Mr. Bush thinks he should get more credit for creating so many jobs and so much prosperity. He is puzzled by why Americans are not more grateful. Here, we rush to explain:

Jobs are plentiful, that much is true. But they are jobs that don’t pay very well. And while average incomes are going up, incomes for most people are not. In fact, there are more and more people earning less and less. Average wages are rising, because pay levels at the top are soaring. Goldman Sachs employees, for one, have never had it so good. But for most people, wages are going down. Weekly wages fell 0.7% last month. They’re down 0.2% for the year. Half the months from ’01 through ’04 saw no wage gains. And for 90% of workers, those earning less than $184,800 per year, median incomes fell 0.5% during the period ’01-’04.

These are the same people who don’t pay cash for their houses, who depend on jobs for their livings, and who, especially lower down the income ladder, have no savings and owe large amounts on small houses, which they service out of small incomes. Now, their ARMs are being reset higher, even as their house values and incomes drift lower.

The feds spared the nation a serious correction in 2001. But they did it at the expense of America’s working classes, who were lured deep into debt in order to keep spending.
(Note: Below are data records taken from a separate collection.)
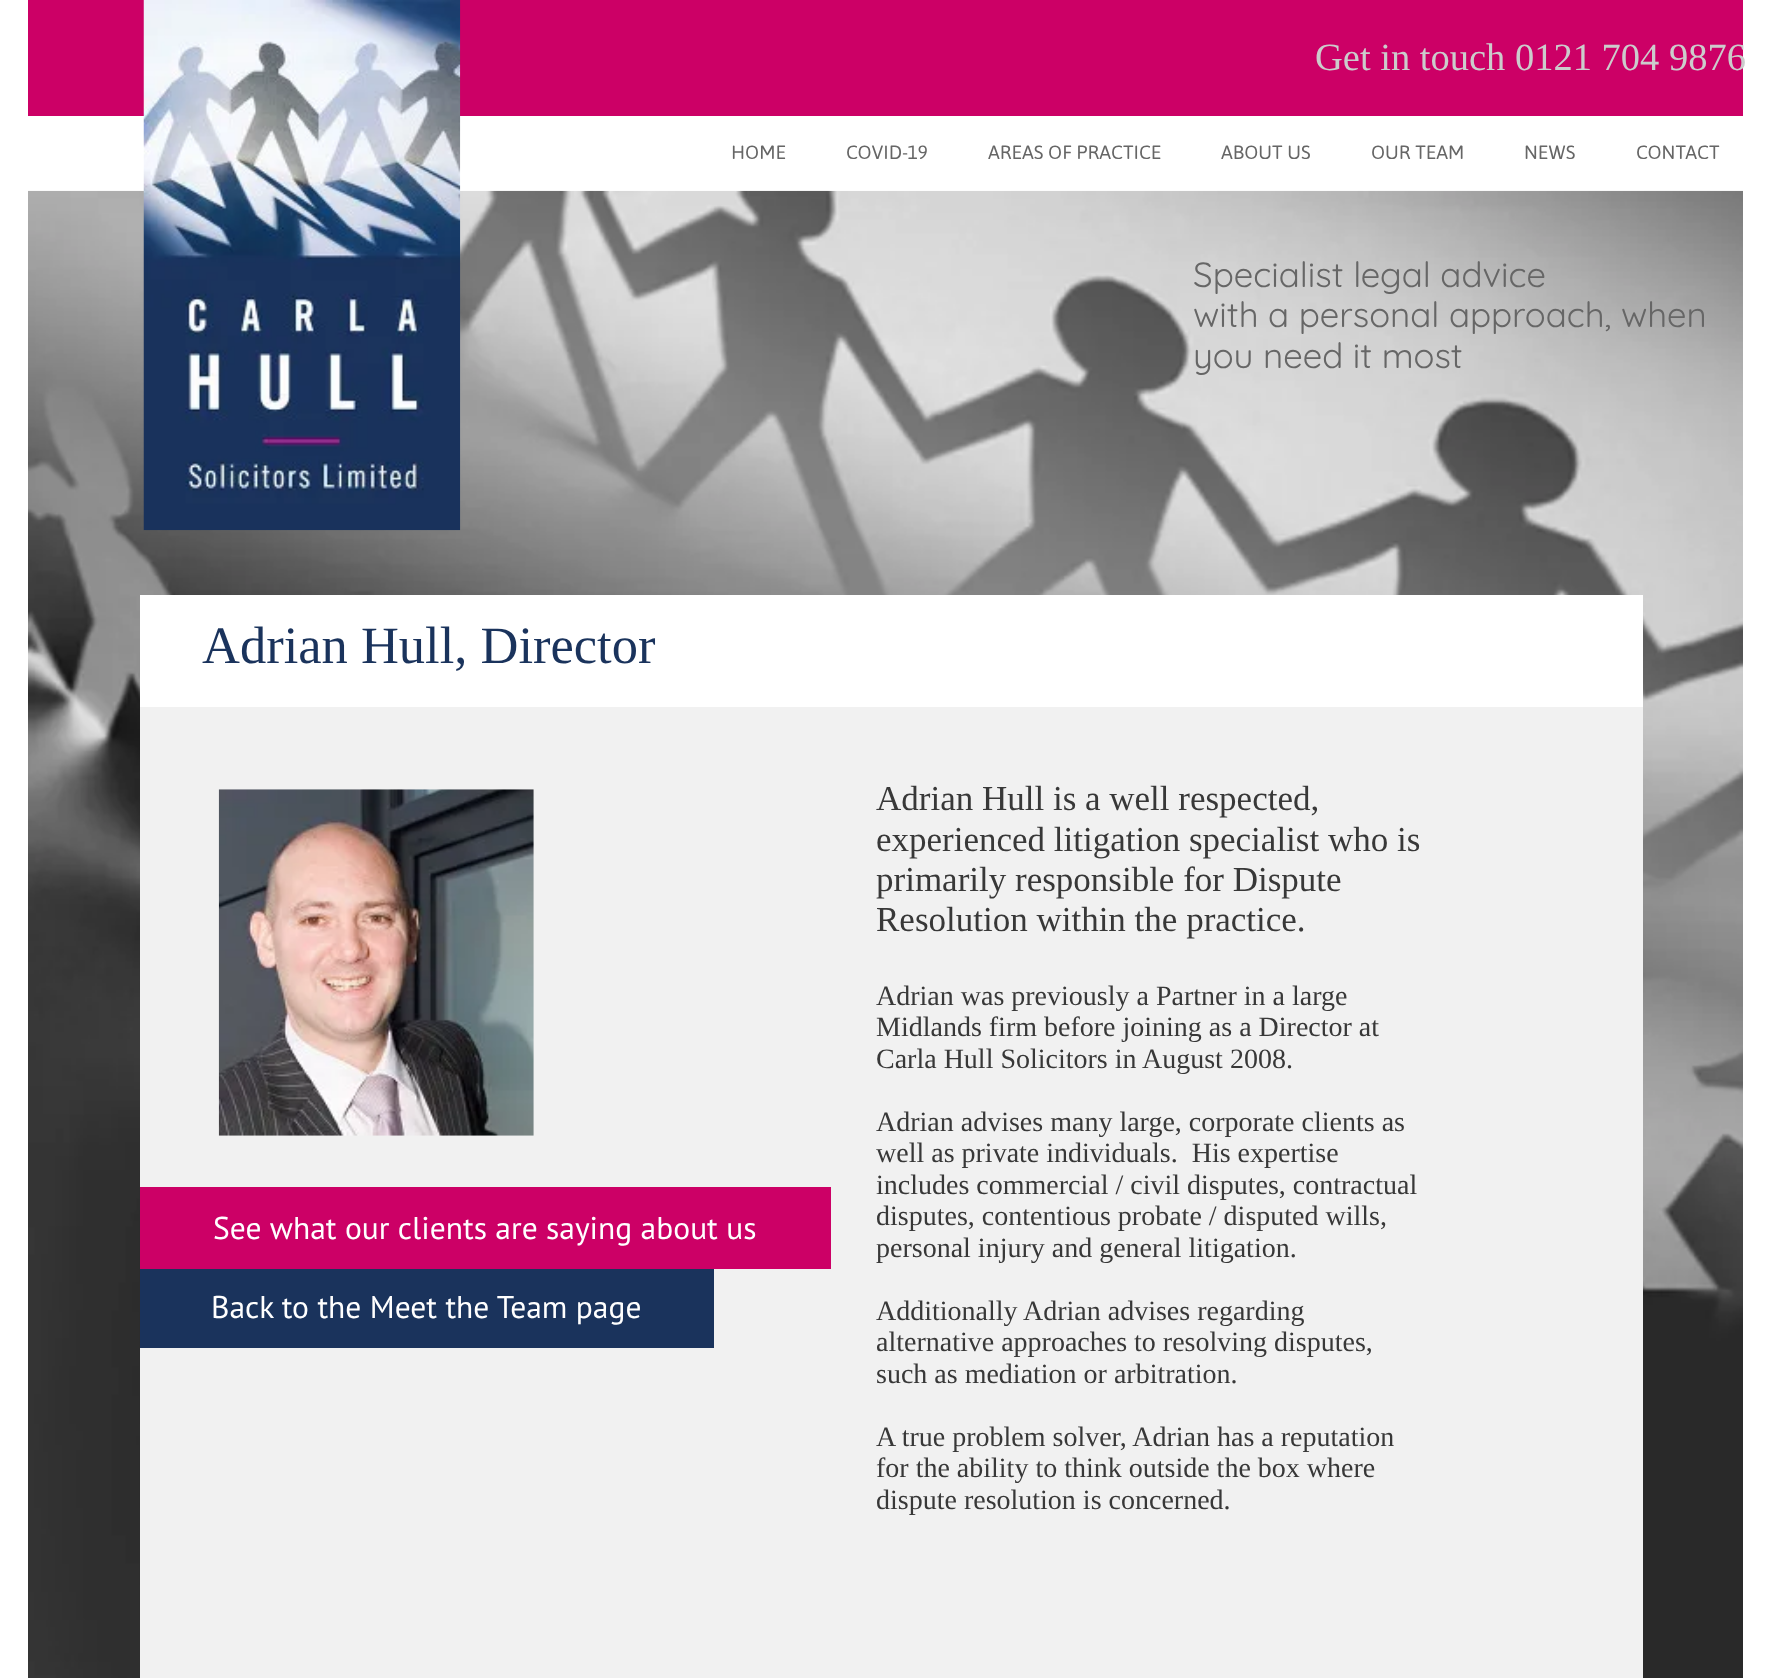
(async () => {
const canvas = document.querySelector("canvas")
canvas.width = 1769
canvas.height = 1678
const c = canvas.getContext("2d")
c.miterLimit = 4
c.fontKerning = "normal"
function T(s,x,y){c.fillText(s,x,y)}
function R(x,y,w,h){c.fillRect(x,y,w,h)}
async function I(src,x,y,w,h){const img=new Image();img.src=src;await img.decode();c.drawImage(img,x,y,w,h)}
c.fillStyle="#fff"
R(0,0,1769,1678)
c.fillStyle="#c06"
R(28,0,1715,116)
await I("2.png",28,190,1715,1488)
await I("1.png",143,0,318,531)
c.font="38.5px Liberation Serif"
c.fillStyle="#ccc"
T("Get in touch 0121 704 9876",1315,70)
c.font="19.25px Asap"
c.fillStyle="#666"
T("HOME",731,159)
T("COVID-19",846,159)
T("AREAS OF PRACTICE",988,159)
T("ABOUT US",1221,159)
T("OUR TEAM",1371,159)
T("NEWS",1524,159)
T("CONTACT",1636,159)
c.font="300 35px Quicksand"
T("Specialist legal advice",1193,287)
T("with a personal approach, when",1193,327)
T("you need it most",1193,368)
c.fillStyle="#fff"
R(140,595,1503,112)
c.font="52.5px Liberation Serif"
c.fillStyle="#1a335c"
T("Adrian Hull, Director",202,663)
c.fillStyle="#f1f1f1"
R(140,707,1503,971)
await I("3.png",218,789,316,347)
c.font="35px Liberation Serif"
c.fillStyle="#383838"
T("Adrian Hull is a well respected,",876,810)
T("experienced litigation specialist who is",876,851)
T("primarily responsible for Dispute",876,891)
T("Resolution within the practice.",876,931)
c.font="28px Liberation Serif"
T("Adrian was previously a Partner in a large",876,1005)
T("Midlands firm before joining as a Director at",876,1036)
T("Carla Hull Solicitors in August 2008.",876,1068)
T("Adrian advises many large, corporate clients as",876,1131)
T("well as private individuals.  His expertise",876,1162)
T("includes commercial / civil disputes, contractual",876,1194)
T("disputes, contentious probate / disputed wills,",876,1225)
T("personal injury and general litigation.",876,1257)
T("Additionally Adrian advises regarding",876,1320)
T("alternative approaches to resolving disputes,",876,1351)
T("such as mediation or arbitration.",876,1383)
T("A true problem solver, Adrian has a reputation",876,1446)
T("for the ability to think outside the box where",876,1477)
T("dispute resolution is concerned.",876,1509)
c.fillStyle="#c06"
R(140,1187,691,82)
c.font="31.5px PT Sans"
c.fillStyle="#fff"
T("See what our clients are saying about us",213,1239)
c.fillStyle="#1a335c"
R(140,1269,574,79)
c.fillStyle="#fff"
T("Back to the Meet the Team page",211,1318)
})()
Now that rates are rising, they find it impossible to continue. And they are left in a position you might wish upon your enemies, but not your friends. They are not only relatively poorer than they were – compared to the rich in America as well as the poor in Asia, whose incomes have been racing ahead – they are poorer in absolute terms, too. Their net assets are few. Their debts are many. And their incomes are lower than they were five years ago.

When middle and lower classes finally figure out what has happened to them, they are not going to be very happy about it.

*** “Enjoy the party,” said our friend Tim Price late last year, “but make sure you dance near the door.” You can do that in the financial markets…by buying put options, setting tight stop losses, or using a form of portfolio insurance. But what can you do in the housing market? There, by the time you realize the party is over, the doorway is already jammed with people trying to find their car keys. For Sale signs go up quickly. Before you know it, the buyers disappear. As soon as they sense falling prices, they wait…hoping to get the property they want at a lower price.

*** “It sounds like Representative Tim Ryan (D-17th district) of Ohio read your book Empire of Debt,” writes one reader. “I saw him on CSPAN last night with the charts of interest and the long term results of economic damage with the money being sent overseas, particularly China and Japan.”

*** Another reader writes:

“Sign of the Times? Here’s a message I received today on our local-community e-mail list.

“‘Gas siphoners have been hitting our neighborhood regularly in the middle of the night and they break the gas caps as well. Apparently they are in a red truck. We are across the street from Schallenberger Elementary School. They hit numerous houses in the area frequently.’

“Where do we live?

“In an upscale area in the heart of Silicon Valley.”